How to Answer Your Kids’ Not-In-The-Book Sex Questions
Be warned. There is going to come a day in your parenting career when you will open your mouth to give advice to your kids and nothing will come out. The lack of words is usually because you aren’t sure what to say or you simply don’t want to say it. My own speechlessness often occurs in response to the not-in-the-book sex questions or the drug and alcohol queries about my past adventures. I personally don’t agree with the “come clean and tell-all” approach being talked about in some parenting circles, since a question asked by a tween has a very different context than that same question posed by a teen. Take sex, for example.
Last week, I had the opportunity to hear Ayelet Waldman speak and offer up her opinions on teen sex. I’m still spinning.
You may remember Waldman as the woman that set mommy groups on fire with her comment that she loved her husband more than her kids in an article she wrote for the New York Times back in 2005. She had a quick rise to fame alienating many moms across America as she continued to share that her still-passionate married sex life took precedence over her 4 kids. I vaguely remembered this controversy when I was invited to a fundraiser for a health center in San Francisco that serves teens. Ayelet Waldman was to be the guest speaker and I looked forward to hearing from her. I’d never read any of her writings — I guess I was too busy raising 5 kids while enjoying my perfectly average sex life.
As Waldman began to read a chapter from her book about her teen sex life, I could feel myself getting uncomfortable. She shared with the crowded room how she lost her virginity at 14 to an Israeli soldier while living on a kibbutz. She explained that as she moved through her teen years, she was quite promiscuous. She said it wasn’t until her 20’s that she made a pact with herself never to have sex again with someone she didn’t really like. Shortly thereafter, she met her husband and began her career as a Bad Mother. By the time she opened up the conversation to questions, my head was spinning. One particular question stood out for me.
Have You Told Your Children About Your Sexual Experiences?
To paraphrase, she said that not only has she shared her sexual history with her children, but she also has a box of condoms open and available in her bathroom and hopes that when her kids are ready, they will have sex in their bedrooms and not sneak around in a car (her oldest is now 15).
I looked around the room to see if anyone else disagreed.
I was very careful in how I shared my sexual dalliances with my oldest daughter. You see, I had a memorable speechless moment when she was 12 and asked me how old I was when I first had sex. What I recognized in that moment was that my answer would give her a benchmark for what she thought was an appropriate coming of age, so I hesitated in answering. My experience was unusual in that I went to college at 16 and so although my first experiences were at 16, I was a freshman in college. After some stammering, I went with the “in college” answer. I didn’t want to lie to her, but I knew she didn’t really care about my personal story – she was fishing for tacit approval. And at age 12, she wasn’t going to get it from me. I trusted that we’d be revisiting the topic many times during her teenage years.
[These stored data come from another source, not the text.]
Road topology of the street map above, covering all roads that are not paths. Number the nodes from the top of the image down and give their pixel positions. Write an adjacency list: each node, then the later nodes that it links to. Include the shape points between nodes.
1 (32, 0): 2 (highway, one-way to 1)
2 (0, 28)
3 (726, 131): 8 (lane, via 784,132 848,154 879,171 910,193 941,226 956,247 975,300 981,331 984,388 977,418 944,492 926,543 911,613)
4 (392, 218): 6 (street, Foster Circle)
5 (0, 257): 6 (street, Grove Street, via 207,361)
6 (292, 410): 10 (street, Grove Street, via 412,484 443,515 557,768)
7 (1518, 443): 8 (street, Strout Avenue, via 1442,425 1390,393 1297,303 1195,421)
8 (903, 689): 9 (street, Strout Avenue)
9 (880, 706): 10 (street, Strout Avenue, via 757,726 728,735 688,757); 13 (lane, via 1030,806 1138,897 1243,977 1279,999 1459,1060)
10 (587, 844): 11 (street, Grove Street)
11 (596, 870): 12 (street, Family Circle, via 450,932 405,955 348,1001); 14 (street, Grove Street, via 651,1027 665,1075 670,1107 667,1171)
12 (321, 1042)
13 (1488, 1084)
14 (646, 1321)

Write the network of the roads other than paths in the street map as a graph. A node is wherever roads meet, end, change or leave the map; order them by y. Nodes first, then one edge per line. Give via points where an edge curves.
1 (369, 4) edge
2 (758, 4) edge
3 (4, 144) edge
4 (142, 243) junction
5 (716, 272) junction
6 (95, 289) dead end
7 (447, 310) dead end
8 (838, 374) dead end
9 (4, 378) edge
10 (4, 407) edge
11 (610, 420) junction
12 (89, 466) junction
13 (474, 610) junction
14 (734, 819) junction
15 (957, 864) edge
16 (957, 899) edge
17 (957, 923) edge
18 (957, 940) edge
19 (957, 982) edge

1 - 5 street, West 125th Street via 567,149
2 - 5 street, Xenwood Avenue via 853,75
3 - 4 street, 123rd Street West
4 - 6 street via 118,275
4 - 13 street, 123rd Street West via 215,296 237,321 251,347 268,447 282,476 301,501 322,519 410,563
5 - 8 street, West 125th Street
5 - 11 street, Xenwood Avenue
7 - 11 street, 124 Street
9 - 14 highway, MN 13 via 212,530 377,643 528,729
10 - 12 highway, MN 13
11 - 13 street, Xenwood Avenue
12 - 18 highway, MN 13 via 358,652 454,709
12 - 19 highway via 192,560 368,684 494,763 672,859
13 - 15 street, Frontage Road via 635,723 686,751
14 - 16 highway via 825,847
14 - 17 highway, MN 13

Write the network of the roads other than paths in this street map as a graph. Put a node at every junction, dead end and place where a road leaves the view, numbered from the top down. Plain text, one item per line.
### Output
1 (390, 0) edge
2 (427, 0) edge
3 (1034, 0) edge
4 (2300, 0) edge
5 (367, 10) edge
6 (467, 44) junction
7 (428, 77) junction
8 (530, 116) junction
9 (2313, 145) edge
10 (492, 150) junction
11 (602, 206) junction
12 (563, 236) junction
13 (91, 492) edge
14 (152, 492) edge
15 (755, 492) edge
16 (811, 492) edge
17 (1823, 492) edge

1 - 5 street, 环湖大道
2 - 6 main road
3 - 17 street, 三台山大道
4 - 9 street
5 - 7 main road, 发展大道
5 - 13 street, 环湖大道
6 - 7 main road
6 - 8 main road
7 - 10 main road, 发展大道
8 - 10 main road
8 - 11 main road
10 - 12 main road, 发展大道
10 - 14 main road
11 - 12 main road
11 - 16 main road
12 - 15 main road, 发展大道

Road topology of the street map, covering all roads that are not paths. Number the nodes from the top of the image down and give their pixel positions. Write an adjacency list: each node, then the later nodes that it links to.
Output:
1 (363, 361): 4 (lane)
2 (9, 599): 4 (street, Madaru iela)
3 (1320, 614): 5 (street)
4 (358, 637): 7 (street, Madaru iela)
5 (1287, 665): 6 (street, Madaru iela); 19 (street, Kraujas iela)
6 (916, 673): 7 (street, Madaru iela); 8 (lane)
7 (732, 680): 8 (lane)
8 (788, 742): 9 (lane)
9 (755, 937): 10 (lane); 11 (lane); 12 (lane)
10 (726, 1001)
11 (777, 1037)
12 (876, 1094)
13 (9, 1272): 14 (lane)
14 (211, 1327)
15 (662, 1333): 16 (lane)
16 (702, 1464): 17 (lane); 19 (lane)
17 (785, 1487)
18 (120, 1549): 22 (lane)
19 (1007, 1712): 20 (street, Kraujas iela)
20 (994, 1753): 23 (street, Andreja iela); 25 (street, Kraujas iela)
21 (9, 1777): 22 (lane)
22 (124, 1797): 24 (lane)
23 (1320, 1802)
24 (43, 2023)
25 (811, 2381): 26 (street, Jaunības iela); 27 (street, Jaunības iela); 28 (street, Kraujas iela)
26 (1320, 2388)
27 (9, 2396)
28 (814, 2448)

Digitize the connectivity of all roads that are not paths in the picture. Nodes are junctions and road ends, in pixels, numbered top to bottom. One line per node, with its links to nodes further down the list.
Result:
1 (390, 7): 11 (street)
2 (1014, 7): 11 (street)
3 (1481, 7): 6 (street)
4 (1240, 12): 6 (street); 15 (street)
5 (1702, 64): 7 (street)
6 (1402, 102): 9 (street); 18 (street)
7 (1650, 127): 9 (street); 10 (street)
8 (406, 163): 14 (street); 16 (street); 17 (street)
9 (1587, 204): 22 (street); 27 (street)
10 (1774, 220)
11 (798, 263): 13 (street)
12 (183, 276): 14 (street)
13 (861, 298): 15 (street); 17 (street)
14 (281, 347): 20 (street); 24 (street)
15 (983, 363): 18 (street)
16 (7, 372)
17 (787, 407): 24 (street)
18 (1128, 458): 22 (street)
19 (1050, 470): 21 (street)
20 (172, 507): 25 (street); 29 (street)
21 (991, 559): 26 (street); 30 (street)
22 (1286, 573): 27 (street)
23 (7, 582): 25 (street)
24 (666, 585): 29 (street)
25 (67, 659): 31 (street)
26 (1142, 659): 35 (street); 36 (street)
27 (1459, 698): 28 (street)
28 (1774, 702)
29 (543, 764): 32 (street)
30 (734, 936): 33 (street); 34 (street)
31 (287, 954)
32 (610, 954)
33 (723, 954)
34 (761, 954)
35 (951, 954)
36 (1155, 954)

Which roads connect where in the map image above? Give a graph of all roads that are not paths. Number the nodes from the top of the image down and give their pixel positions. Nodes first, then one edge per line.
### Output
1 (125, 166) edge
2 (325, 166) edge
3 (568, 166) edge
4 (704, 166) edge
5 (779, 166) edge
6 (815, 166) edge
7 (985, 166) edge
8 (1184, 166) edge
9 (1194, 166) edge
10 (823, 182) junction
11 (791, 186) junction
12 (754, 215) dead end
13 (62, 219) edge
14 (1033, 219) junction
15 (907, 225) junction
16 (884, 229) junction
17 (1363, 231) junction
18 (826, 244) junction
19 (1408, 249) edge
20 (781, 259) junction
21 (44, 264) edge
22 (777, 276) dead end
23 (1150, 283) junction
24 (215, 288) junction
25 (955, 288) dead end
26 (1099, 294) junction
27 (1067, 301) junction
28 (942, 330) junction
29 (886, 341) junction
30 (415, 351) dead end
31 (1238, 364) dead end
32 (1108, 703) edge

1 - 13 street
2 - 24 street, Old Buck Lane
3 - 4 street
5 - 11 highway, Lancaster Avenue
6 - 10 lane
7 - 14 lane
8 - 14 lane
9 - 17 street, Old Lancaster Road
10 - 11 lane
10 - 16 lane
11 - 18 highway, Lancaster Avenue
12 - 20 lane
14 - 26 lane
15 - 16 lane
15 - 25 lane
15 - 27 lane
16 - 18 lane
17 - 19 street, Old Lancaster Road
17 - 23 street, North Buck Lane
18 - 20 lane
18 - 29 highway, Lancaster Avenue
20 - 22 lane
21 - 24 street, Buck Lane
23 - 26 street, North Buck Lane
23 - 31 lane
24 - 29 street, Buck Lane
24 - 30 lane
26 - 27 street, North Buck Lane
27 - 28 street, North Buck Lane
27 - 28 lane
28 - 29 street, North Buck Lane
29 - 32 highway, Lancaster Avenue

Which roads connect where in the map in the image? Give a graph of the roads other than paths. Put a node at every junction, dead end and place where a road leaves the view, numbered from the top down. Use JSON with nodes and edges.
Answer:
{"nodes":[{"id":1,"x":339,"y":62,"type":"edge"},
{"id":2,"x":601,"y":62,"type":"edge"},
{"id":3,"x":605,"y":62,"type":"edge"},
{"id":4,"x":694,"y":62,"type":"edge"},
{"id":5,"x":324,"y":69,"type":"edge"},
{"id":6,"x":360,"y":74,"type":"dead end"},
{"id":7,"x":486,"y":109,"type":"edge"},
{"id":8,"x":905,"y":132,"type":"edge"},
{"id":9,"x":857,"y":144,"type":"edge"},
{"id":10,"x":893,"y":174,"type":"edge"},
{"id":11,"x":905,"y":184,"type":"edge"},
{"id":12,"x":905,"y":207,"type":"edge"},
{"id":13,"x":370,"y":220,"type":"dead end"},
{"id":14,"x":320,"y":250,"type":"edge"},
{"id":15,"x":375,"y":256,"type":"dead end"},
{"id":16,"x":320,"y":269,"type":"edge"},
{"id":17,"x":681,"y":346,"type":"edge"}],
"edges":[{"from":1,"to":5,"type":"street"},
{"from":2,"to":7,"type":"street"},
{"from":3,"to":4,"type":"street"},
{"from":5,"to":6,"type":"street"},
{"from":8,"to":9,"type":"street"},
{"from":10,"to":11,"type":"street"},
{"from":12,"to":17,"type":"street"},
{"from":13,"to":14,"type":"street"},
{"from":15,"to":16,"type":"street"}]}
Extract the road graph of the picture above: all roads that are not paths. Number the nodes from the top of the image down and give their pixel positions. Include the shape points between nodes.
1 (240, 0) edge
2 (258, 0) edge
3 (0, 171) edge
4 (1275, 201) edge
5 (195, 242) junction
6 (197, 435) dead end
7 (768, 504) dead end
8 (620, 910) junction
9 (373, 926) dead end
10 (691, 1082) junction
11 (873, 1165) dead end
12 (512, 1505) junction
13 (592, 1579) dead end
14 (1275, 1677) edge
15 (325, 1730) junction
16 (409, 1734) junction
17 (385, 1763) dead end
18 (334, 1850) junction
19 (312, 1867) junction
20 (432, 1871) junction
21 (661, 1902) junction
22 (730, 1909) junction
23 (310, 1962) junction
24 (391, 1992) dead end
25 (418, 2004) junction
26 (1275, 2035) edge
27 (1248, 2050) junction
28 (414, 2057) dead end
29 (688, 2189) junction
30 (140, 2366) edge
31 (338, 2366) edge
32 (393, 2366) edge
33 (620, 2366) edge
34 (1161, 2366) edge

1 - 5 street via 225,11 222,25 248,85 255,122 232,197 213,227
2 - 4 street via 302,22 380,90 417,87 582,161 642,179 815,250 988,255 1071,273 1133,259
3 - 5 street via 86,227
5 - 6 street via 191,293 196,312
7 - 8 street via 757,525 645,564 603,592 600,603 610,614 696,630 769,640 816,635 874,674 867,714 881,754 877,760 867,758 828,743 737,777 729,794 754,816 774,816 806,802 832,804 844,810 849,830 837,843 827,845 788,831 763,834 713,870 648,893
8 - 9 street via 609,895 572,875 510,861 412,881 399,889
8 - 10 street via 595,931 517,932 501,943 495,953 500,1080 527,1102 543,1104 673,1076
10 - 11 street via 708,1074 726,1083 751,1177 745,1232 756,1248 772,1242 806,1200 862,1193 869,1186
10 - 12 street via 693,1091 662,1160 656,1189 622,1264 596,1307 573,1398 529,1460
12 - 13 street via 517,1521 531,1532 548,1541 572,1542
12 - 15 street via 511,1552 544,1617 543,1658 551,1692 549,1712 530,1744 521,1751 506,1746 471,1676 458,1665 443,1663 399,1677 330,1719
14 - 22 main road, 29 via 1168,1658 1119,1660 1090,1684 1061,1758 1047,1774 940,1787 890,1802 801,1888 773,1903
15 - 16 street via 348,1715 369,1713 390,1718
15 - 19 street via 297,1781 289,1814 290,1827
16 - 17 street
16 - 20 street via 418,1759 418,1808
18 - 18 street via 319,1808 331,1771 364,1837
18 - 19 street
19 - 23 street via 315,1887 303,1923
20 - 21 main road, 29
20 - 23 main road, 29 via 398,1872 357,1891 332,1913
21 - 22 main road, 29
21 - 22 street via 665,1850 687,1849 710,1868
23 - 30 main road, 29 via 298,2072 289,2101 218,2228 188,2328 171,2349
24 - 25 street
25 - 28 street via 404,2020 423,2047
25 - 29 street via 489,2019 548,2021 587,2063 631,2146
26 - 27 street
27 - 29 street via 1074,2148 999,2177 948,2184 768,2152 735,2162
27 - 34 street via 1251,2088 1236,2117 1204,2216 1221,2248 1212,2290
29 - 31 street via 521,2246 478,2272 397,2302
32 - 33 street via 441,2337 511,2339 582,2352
And I was right. 5 years and countless sex talks later, at age 17 she now knows my story. She also knows that back in the dinosaur ages when I first started having sex, the message was all about not getting pregnant. Today, my message for her is about being safe- both physically AND emotionally. The HIV, STD, and pregnancy talk is straightforward, and there are tons of books and websites and pamphlets to help guide you through the facts. However, the sex talk about how I hope she never has to wake up and look in the mirror and feel used or shamed is a much more personal discussion. It was strange to tell her some of my stories and feel the past hurts resurface for me as I confessed that I haven’t always been able to look in the mirror without tears. Sexual shame for a drunken, stupid choice is a hurt that sometime never heals.
She gets it now. At age 12, she wouldn’t have understood what I was saying.